▸ **Work request**: Where "pixels" occurs in a line of the entries below, copy that line.

▸ **Material to process**:

Start of Block

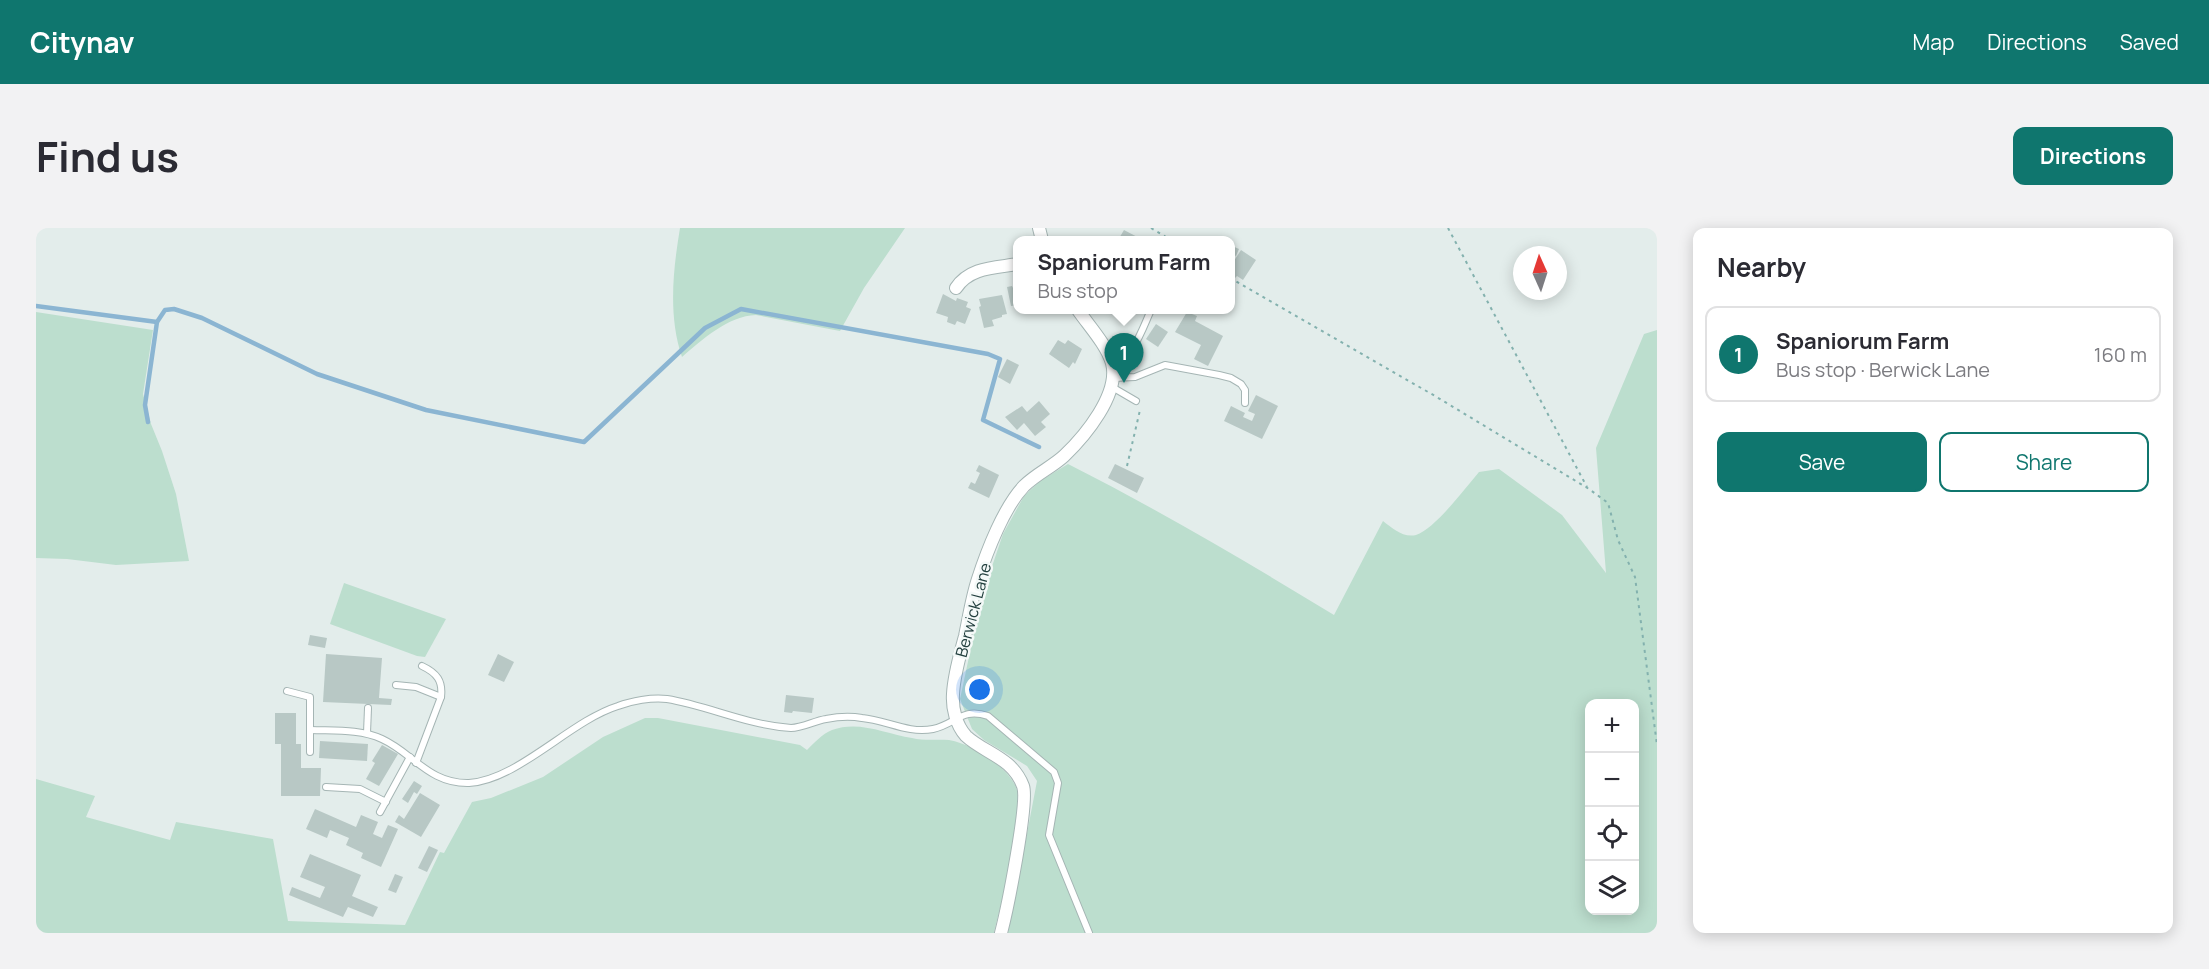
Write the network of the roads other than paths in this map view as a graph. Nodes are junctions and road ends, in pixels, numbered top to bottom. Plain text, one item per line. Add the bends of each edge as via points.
1 (1013, 265) edge
2 (956, 288) dead end
3 (1081, 314) edge
4 (1149, 314) edge
5 (1112, 364) junction
6 (1113, 382) junction
7 (1136, 402) road end
8 (1245, 403) dead end
9 (422, 666) dead end
10 (396, 685) dead end
11 (287, 691) dead end
12 (441, 698) junction
13 (368, 708) dead end
14 (957, 719) junction
15 (310, 730) junction
16 (367, 733) junction
17 (310, 752) dead end
18 (410, 757) junction
19 (416, 763) junction
20 (326, 787) dead end
21 (386, 802) junction
22 (380, 812) dead end
23 (1001, 933) edge
24 (1089, 933) edge

1 - 2 street via 974,272
3 - 5 street
4 - 5 lane via 1134,345 1120,362
5 - 6 street
6 - 7 lane
6 - 8 lane via 1165,365 1231,378 1245,390
6 - 14 street, Berwick Lane via 1079,439 1063,457 1024,486 1005,513 978,579 954,681
9 - 12 lane via 437,675
10 - 12 lane via 416,687
11 - 15 lane via 310,697
12 - 19 lane
13 - 16 lane
14 - 19 lane via 931,730 904,729 862,718 827,719 793,728 742,721 665,699 645,700 617,706 508,771 470,783 425,771
14 - 23 street via 967,736 1007,763 1024,788 1022,824
14 - 24 lane via 976,712 988,716 1054,772 1058,783 1049,835
15 - 16 lane
15 - 17 lane
16 - 18 lane
18 - 19 lane
18 - 21 lane
20 - 21 lane via 360,789
21 - 22 lane

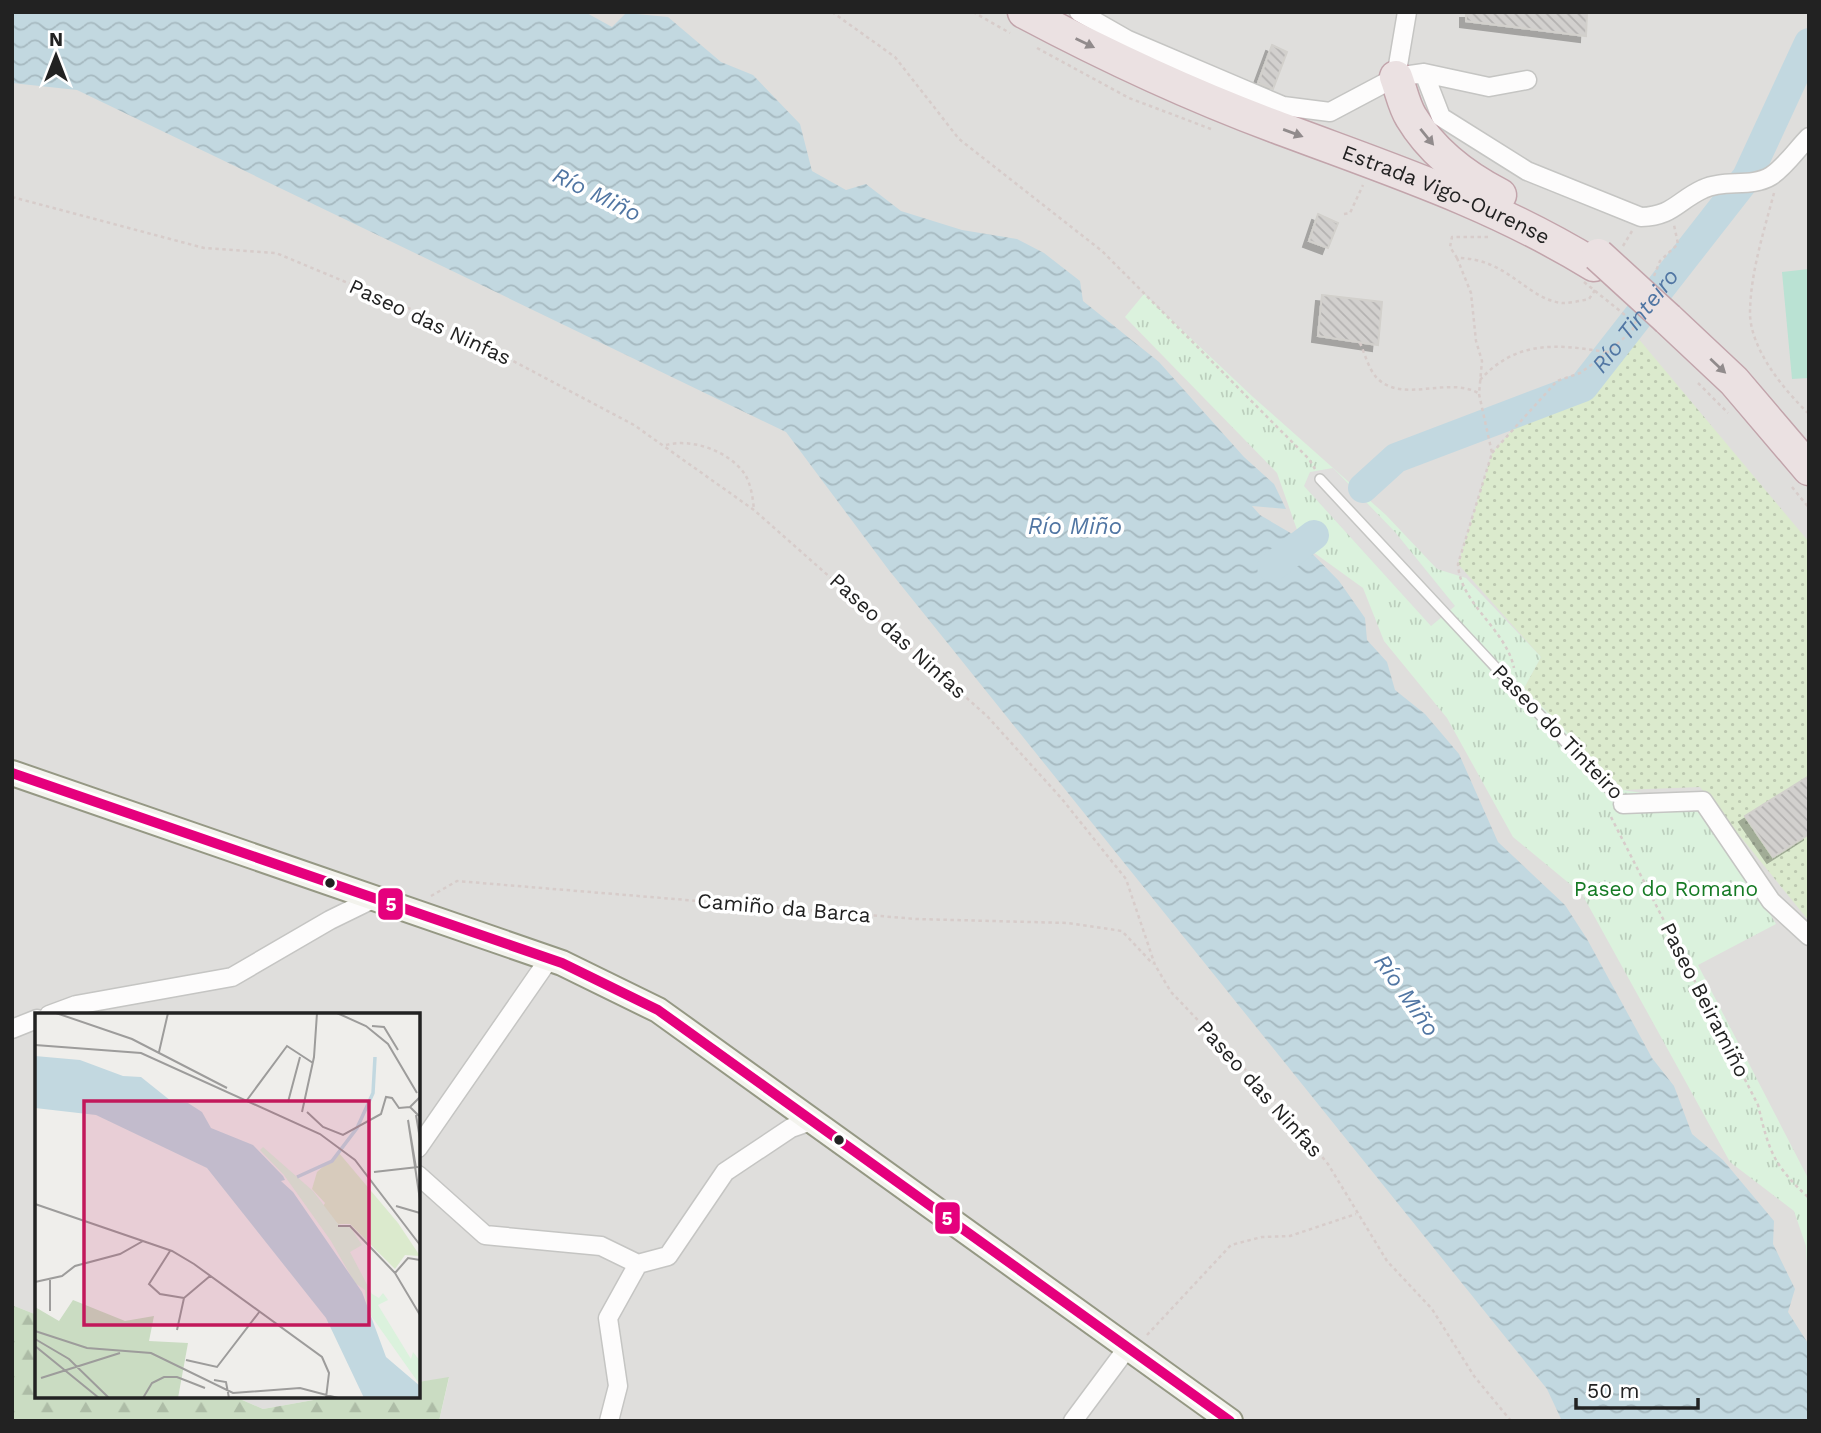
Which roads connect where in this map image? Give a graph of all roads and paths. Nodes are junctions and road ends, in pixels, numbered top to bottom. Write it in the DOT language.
graph roads {
  1 [pos="832,12"];
  2 [pos="1024,12"];
  3 [pos="1079,12"];
  4 [pos="1407,12"];
  5 [pos="1410,75"];
  6 [pos="1527,80"];
  7 [pos="1809,137"];
  8 [pos="1773,175"];
  9 [pos="1363,185"];
  10 [pos="12,197"];
  11 [pos="1671,212"];
  12 [pos="1344,214"];
  13 [pos="1641,218"];
  14 [pos="1498,238"];
  15 [pos="1457,258"];
  16 [pos="1598,268"];
  17 [pos="1651,284"];
  18 [pos="1637,320"];
  19 [pos="1656,324"];
  20 [pos="1360,344"];
  21 [pos="1607,352"];
  22 [pos="1693,377"];
  23 [pos="1480,380"];
  24 [pos="1479,394"];
  25 [pos="1809,414"];
  26 [pos="1731,416"];
  27 [pos="666,445"];
  28 [pos="1492,453"];
  29 [pos="1796,473"];
  30 [pos="1320,479"];
  31 [pos="1809,508"];
  32 [pos="754,510"];
  33 [pos="1519,693"];
  34 [pos="12,773"];
  35 [pos="1623,804"];
  36 [pos="375,898"];
  37 [pos="407,909"];
  38 [pos="1809,936"];
  39 [pos="549,959"];
  40 [pos="1155,965"];
  41 [pos="54,1013"];
  42 [pos="35,1020"];
  43 [pos="12,1029"];
  44 [pos="814,1120"];
  45 [pos="420,1145"];
  46 [pos="420,1177"];
  47 [pos="1809,1198"];
  48 [pos="1357,1214"];
  49 [pos="638,1264"];
  50 [pos="1131,1349"];
  51 [pos="609,1421"];
  52 [pos="1073,1421"];
  53 [pos="1230,1421"];
  54 [pos="1511,1421"];
  1 -- 30 [label="path"];
  2 -- 16 [label="highway, Estrada Vigo-Ourense, one-way"];
  3 -- 5 [label="street"];
  4 -- 5 [label="street"];
  5 -- 6 [label="street"];
  5 -- 13 [label="street"];
  5 -- 16 [label="highway, one-way"];
  7 -- 8 [label="street"];
  8 -- 11 [label="street"];
  8 -- 25 [label="path"];
  9 -- 12 [label="path"];
  10 -- 27 [label="path, Paseo das Ninfas"];
  11 -- 13 [label="street"];
  11 -- 17 [label="path"];
  13 -- 16 [label="path"];
  14 -- 15 [label="path"];
  15 -- 16 [label="path"];
  15 -- 23 [label="path"];
  16 -- 19 [label="highway, Estrada Vigo-Ourense, bridge"];
  16 -- 19 [label="path, bridge"];
  18 -- 21 [label="path"];
  19 -- 29 [label="highway, Estrada Vigo-Ourense, one-way"];
  20 -- 24 [label="path"];
  21 -- 23 [label="path"];
  21 -- 28 [label="path"];
  22 -- 26 [label="path"];
  23 -- 24 [label="path"];
  24 -- 28 [label="path"];
  27 -- 32 [label="path, Paseo das Ninfas"];
  27 -- 32 [label="path"];
  28 -- 33 [label="path"];
  29 -- 31 [label="path"];
  30 -- 33 [label="lane, Paseo do Tinteiro"];
  32 -- 40 [label="path, Paseo das Ninfas"];
  33 -- 35 [label="lane, Paseo do Tinteiro"];
  34 -- 36 [label="main road"];
  35 -- 38 [label="street, Paseo do Tinteiro"];
  35 -- 47 [label="path, Paseo Beiramiño"];
  36 -- 37 [label="main road"];
  36 -- 41 [label="street"];
  37 -- 39 [label="main road"];
  37 -- 40 [label="path, Camiño da Barca"];
  39 -- 44 [label="main road"];
  39 -- 45 [label="street"];
  40 -- 48 [label="path, Paseo das Ninfas"];
  42 -- 43 [label="street"];
  44 -- 49 [label="street"];
  44 -- 50 [label="main road"];
  46 -- 49 [label="street"];
  48 -- 50 [label="path"];
  48 -- 54 [label="path, Paseo das Ninfas"];
  49 -- 51 [label="street"];
  50 -- 52 [label="street"];
  50 -- 53 [label="main road"];
}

End of Block

▸ **Exercise result**:
Write the network of the roads other than paths in this map view as a graph. Nodes are junctions and road ends, in pixels, numbered top to bottom. Plain text, one item per line. Add the bends of each edge as via points.
Which roads connect where in this map image? Give a graph of all roads and paths. Nodes are junctions and road ends, in pixels, numbered top to bottom. Write it in the DOT language.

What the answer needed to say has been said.